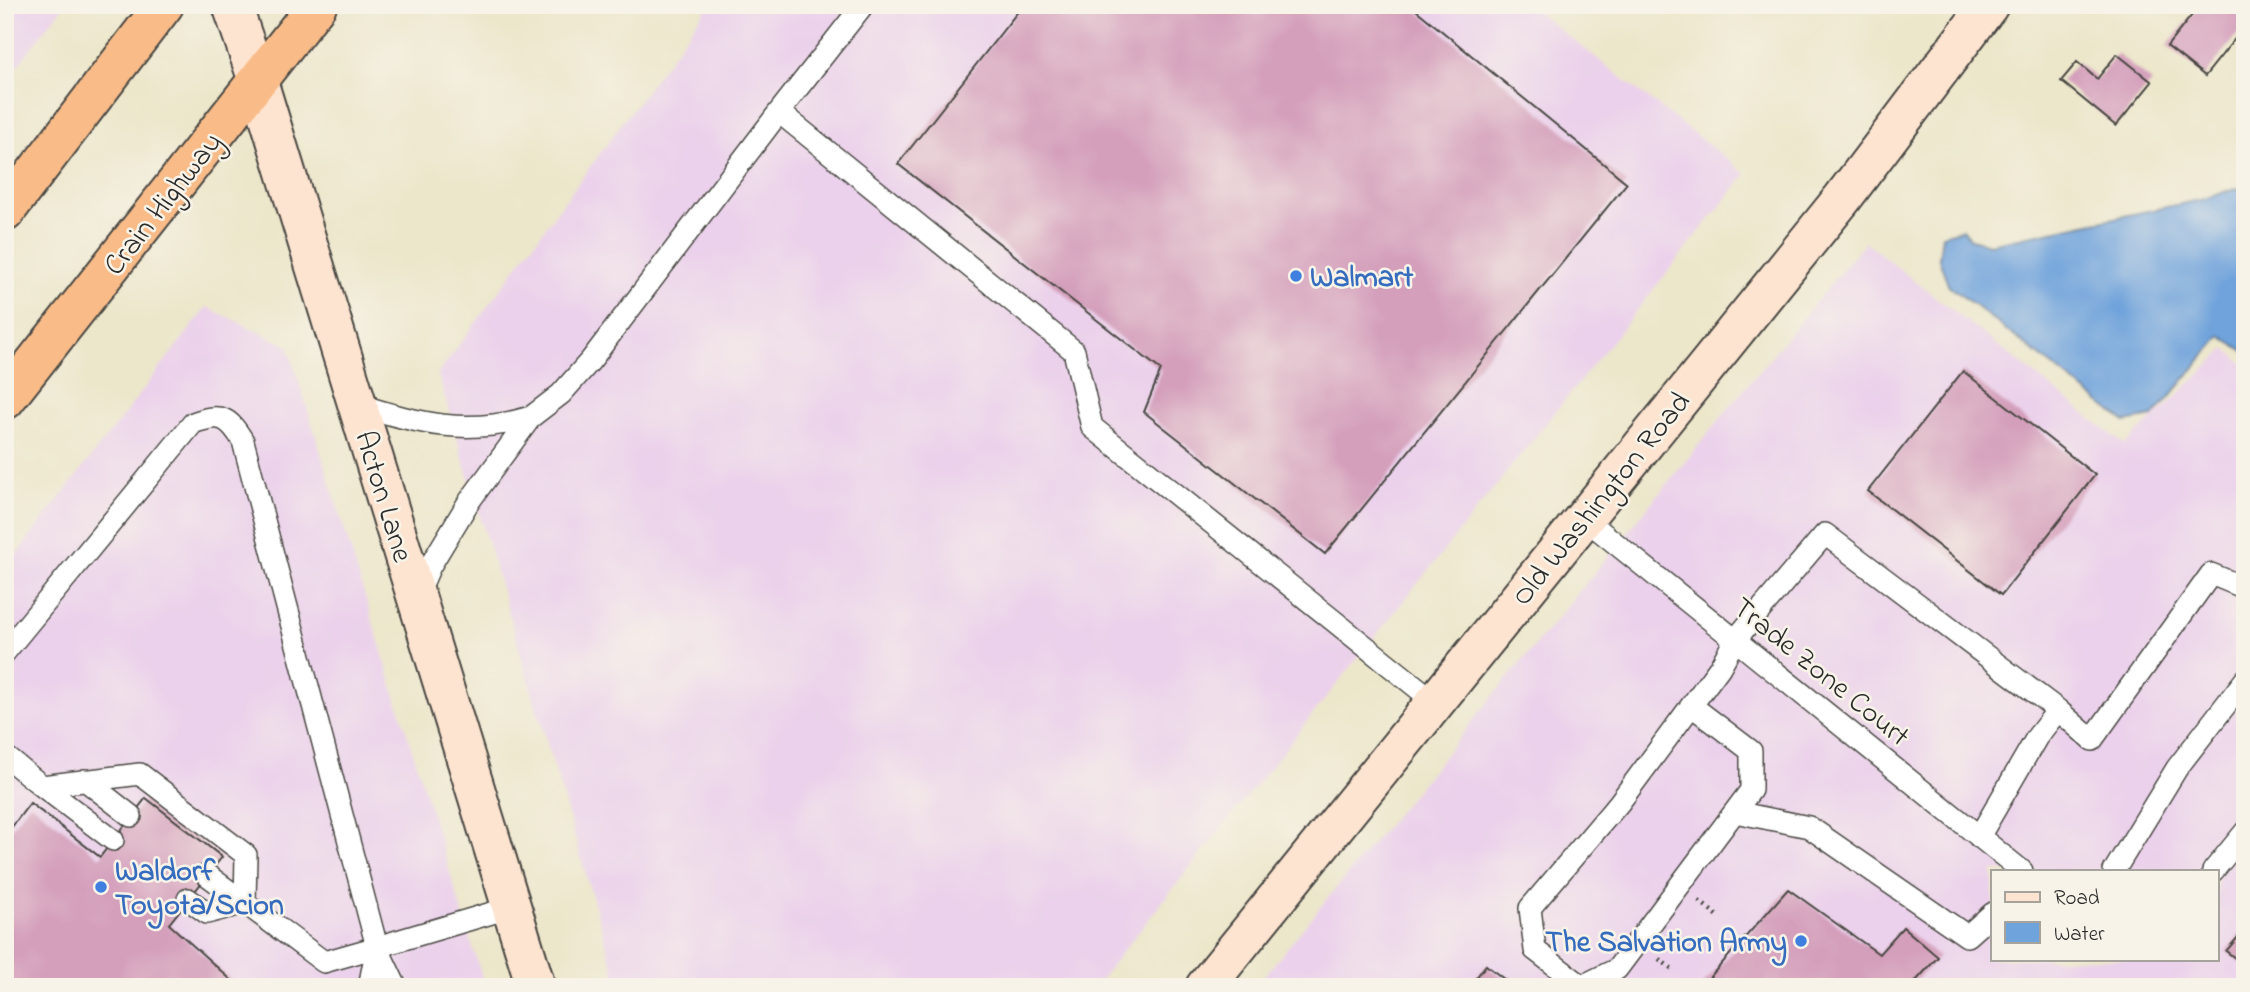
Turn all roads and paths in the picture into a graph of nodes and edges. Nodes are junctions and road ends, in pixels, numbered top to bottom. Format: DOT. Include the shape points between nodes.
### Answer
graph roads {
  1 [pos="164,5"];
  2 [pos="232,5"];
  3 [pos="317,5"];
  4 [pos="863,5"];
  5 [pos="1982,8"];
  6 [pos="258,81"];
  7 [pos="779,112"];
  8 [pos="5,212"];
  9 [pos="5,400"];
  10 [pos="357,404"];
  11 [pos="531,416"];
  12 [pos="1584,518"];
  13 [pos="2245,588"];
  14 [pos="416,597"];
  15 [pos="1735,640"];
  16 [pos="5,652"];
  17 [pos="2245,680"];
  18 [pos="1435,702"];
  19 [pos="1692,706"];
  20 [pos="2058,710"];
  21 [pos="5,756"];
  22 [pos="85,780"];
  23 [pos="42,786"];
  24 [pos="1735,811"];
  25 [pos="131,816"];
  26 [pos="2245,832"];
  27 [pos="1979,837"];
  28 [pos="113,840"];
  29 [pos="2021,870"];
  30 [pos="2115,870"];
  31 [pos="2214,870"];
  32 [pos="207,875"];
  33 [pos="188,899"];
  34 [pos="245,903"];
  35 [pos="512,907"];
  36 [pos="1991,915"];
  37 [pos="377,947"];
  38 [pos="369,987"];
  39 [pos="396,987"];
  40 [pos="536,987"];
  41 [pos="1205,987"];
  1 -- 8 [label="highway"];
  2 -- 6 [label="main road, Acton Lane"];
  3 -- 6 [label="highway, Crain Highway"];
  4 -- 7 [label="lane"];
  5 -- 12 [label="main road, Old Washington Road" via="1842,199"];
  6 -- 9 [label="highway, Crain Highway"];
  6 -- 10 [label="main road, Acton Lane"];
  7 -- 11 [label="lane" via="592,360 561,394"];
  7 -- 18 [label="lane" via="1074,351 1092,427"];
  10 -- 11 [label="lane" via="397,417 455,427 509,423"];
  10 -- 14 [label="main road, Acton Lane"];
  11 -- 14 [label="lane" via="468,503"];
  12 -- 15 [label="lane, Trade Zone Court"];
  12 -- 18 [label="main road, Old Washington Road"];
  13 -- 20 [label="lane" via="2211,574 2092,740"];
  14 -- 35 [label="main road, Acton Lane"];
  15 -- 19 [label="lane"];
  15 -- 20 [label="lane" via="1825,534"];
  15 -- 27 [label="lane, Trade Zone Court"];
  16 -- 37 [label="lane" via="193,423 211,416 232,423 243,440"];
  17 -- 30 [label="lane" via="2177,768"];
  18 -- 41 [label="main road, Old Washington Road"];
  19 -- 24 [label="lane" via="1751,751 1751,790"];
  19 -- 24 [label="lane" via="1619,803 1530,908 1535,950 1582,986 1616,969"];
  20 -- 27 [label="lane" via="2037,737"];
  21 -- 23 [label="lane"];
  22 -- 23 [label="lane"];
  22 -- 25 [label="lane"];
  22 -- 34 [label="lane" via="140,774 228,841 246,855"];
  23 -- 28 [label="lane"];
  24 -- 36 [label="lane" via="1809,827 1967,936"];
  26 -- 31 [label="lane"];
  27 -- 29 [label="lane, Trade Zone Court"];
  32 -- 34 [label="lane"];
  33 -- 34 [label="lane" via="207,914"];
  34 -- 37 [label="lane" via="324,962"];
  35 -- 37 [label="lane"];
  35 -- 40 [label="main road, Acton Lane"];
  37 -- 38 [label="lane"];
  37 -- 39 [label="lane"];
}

::::::::::

▶ _WORK REQUEST_: Check each line of the records for "main" and copy the ones that contain it.

▶ _WRITTEN ANSWER_:
  2 -- 6 [label="main road, Acton Lane"];
  5 -- 12 [label="main road, Old Washington Road" via="1842,199"];
  6 -- 10 [label="main road, Acton Lane"];
  10 -- 14 [label="main road, Acton Lane"];
  12 -- 18 [label="main road, Old Washington Road"];
  14 -- 35 [label="main road, Acton Lane"];
  18 -- 41 [label="main road, Old Washington Road"];
  35 -- 40 [label="main road, Acton Lane"];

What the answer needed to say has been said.